Fleur-des-Bois appuya sa main sur son cœur pour en comprimer les battements violents ; puis, avec un accent qui ressemblait à un murmure :

— Mon chevalier Louis, dit-elle, c’est moi !… Jeanne !

Quoique Fleur-des-Bois eut parlé à voix basse, de Morvan ouvrit aussitôt les yeux : un doux sourire se montra sur ses lèvres décolorées.

— Je rêvais à toi, ma sœur, dit-il.

Jeanne sentit les larmes la gagner. Mais, avec une fermeté dont peu de femmes eussent été capables, elle domina son attendrissement.

— Mon chevalier Louis, lui dit-elle, en s’asseyant sur un fauteuil placé auprès du lit, je viens t’apprendre une mauvaise nouvelle… m’accuser de t’avoir trompé…

— Explique-toi, Fleur-des-Bois.

— Oui, je t’ai trompé, reprit Jeanne avec force, et j’ai eu tort !… Depuis le naufrage de la frégate, tu m’as vu sans cesse te sourire ! Jamais une parole de découragement n’est sortie de ma bouche ! Eh bien, j’avais le désespoir dans le cœur !… J’attendais ton sommeil pour pouvoir pleurer tout à mon aise !… Mon pauvre chevalier Louis ! comment faire, à présent, pour t’avouer la vérité !

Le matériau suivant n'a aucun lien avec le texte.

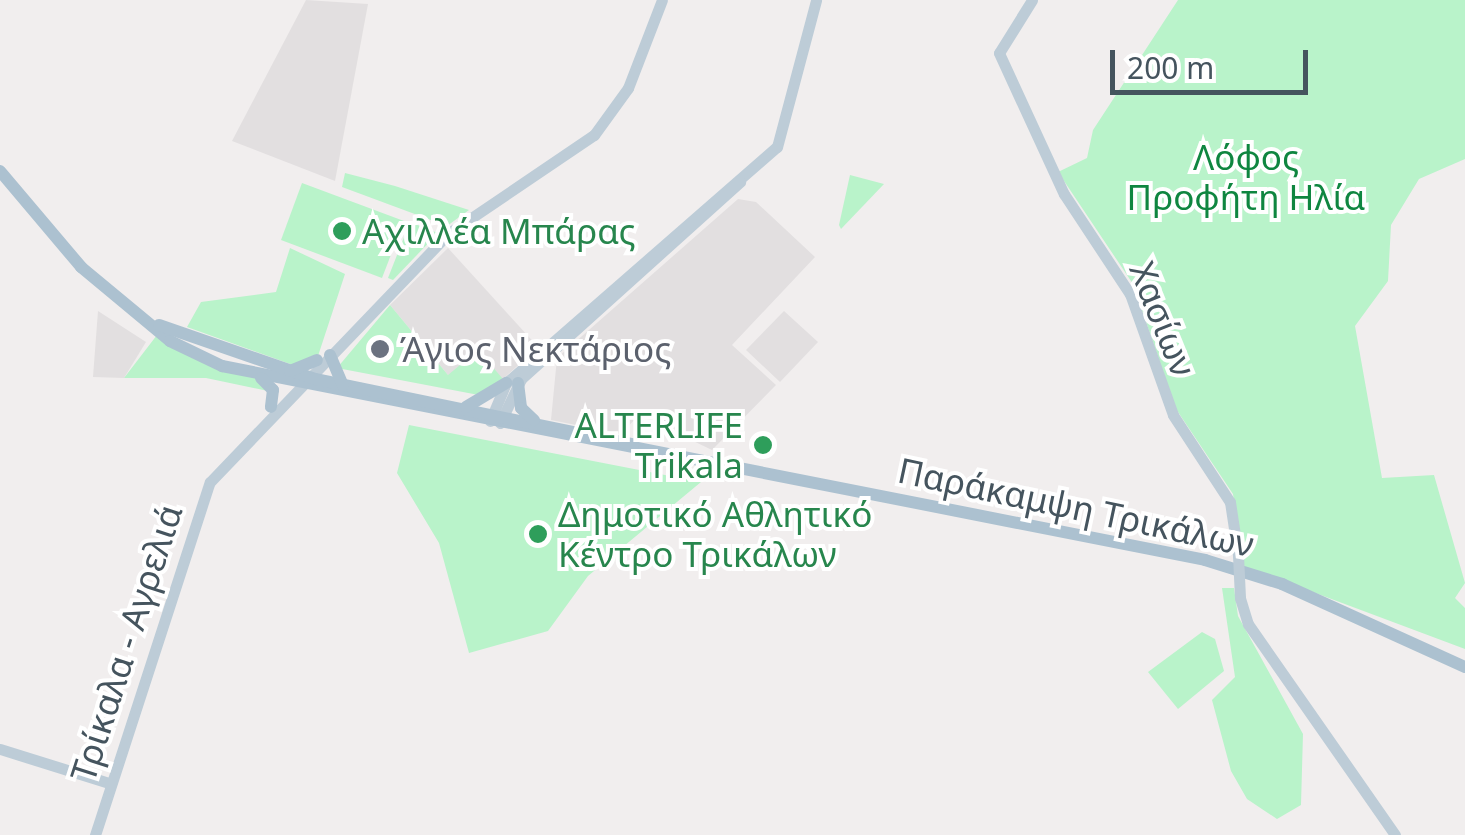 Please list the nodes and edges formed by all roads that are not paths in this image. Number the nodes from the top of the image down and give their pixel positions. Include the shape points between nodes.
1 (662, 0) edge
2 (816, 0) edge
3 (1032, 0) edge
4 (0, 172) edge
5 (135, 312) junction
6 (324, 358) junction
7 (255, 375) junction
8 (298, 379) junction
9 (512, 383) junction
10 (343, 385) junction
11 (271, 407) junction
12 (464, 407) junction
13 (495, 419) junction
14 (536, 421) junction
15 (258, 426) junction
16 (660, 452) junction
17 (1465, 667) edge
18 (0, 748) edge
19 (109, 783) junction
20 (95, 835) edge
21 (1395, 835) edge

1 - 6 street via 628,88 601,128 454,230
2 - 9 street via 773,153
3 - 21 street, Χασίων, bridge via 999,53 1064,194 1130,294 1172,415 1230,502 1248,624
4 - 5 main road, Παράκαμψη Τρικάλων via 62,249
5 - 7 main road, Παράκαμψη Τρικάλων via 185,350
5 - 8 main road, Παράκαμψη Τρικάλων
6 - 8 main road
6 - 8 street
6 - 10 main road
7 - 8 main road, Παράκαμψη Τρικάλων
7 - 11 main road via 272,388
8 - 10 main road, Παράκαμψη Τρικάλων
8 - 11 street, Τρίκαλα - Αγρελιά
8 - 13 main road, Παράκαμψη Τρικάλων
8 - 15 street, Τρίκαλα - Αγρελιά
9 - 12 main road
9 - 13 street
9 - 14 main road via 520,408
10 - 12 main road, Παράκαμψη Τρικάλων
11 - 15 street, Τρίκαλα - Αγρελιά
12 - 13 main road, Παράκαμψη Τρικάλων
13 - 14 main road, Παράκαμψη Τρικάλων
13 - 16 main road, Παράκαμψη Τρικάλων
14 - 16 main road, Παράκαμψη Τρικάλων
15 - 19 street, Τρίκαλα - Αγρελιά via 200,498
16 - 17 main road, Παράκαμψη Τρικάλων via 1226,566
18 - 19 street
19 - 20 street, Τρίκαλα - Αγρελιά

— Parle sans crainte, Fleur-des-Bois, dit tristement de Morvan, je ne suis pas un de ces enfants tellement gâtés par la fortune qu’une puérile contrariété acquière à leurs yeux la proportion d’un véritable malheur. Mon existence a été jusqu’à ce jour trop éprouvée pour que la douleur surprenne ma résignation ou mon courage. J’ai appris à souffrir ! Quelle est cette mauvaise nouvelle, Fleur-des-Bois, que tu hésites à me confier ?

— Il s’agit de ta blessure, mon chevalier !…

De Morvan sourit.

— Je sais qu’elle est mortelle, répondit-il tranquillement.

— Et tu ne m’en avais rien dit ! s’écria Jeanne qui, incapable de se contenir plus longtemps, éclata en sanglots.

— À quoi bon t’attrister, ma douce Fleur-des-Bois ! Je me réservais d’attendre ma dernière heure pour t’adresser mes adieux ! Ne pleure point ainsi ! tes sanglots retentissent douloureusement dans mon cœur. Jeanne ! Je t’en conjure ! ne pleure point.

— Nous nous trompions tous les deux, mon chevalier.

— Parce que nous nous aimions, Fleur-des-Bois, et que chacun de nous voulait éviter une douleur à l’autre. Ainsi, les chirurgiens m’ont condamné, n’est-ce pas ? Quel terme assignent-ils à mon existence ? à quel jour, à quelle heure ont-ils fixé ma mort ?

— Non, mon cher chevalier, les chirurgiens ne désespèrent pas… ils répondent, au contraire, de ta vie… Seulement, si tu savais…

— Le sacrifice qu’ils exigent de moi, je m’en doute et je refuse de m’y soumettre !… C’est assez déjà, Fleur-des-Bois, que mon cœur soit mort aux pensées de mon âge, sans que mon corps rivé au sol comme l’est un galérien sur son banc, complète cette vieillesse anticipée !… Je suis trop chrétien pour rêver le suicide, mais devant le succès incertain d’une opération probablement inutile, j’ai le droit de me livrer à la mort !

Pendant que de Morvan parlait, Fleur-des-Bois, plongée dans une profonde méditation, paraissait ne pas l’écouter, ne pas l’entendre.

— Mon chevalier Louis, s’écria-t-elle tout à coup en cessant de pleurer, veux-tu me jurer sur notre patronne sainte Anne-d’Auray, que tu ne changeras pas de résolution ? que, moi partie, tu resteras inébranlable aux prières, aux supplications de Montbars ?…

— Volontiers, Fleur-des-Bois ; mais explique-moi ce changement…

Les moments sont précieux, adieu, au revoir, mon chevalier Louis… Je n’osais te donner le conseil de résister aux projets des chirurgiens, mais je ne puis t’exprimer combien je suis heureuse que cette idée te soit venue… Au revoir, mon chevalier, mon frère… au revoir !…

Jeanne, le visage radieux, l’air inspiré, s’éloigna aussitôt, laissant de Morvan en proie à une surprise extrême.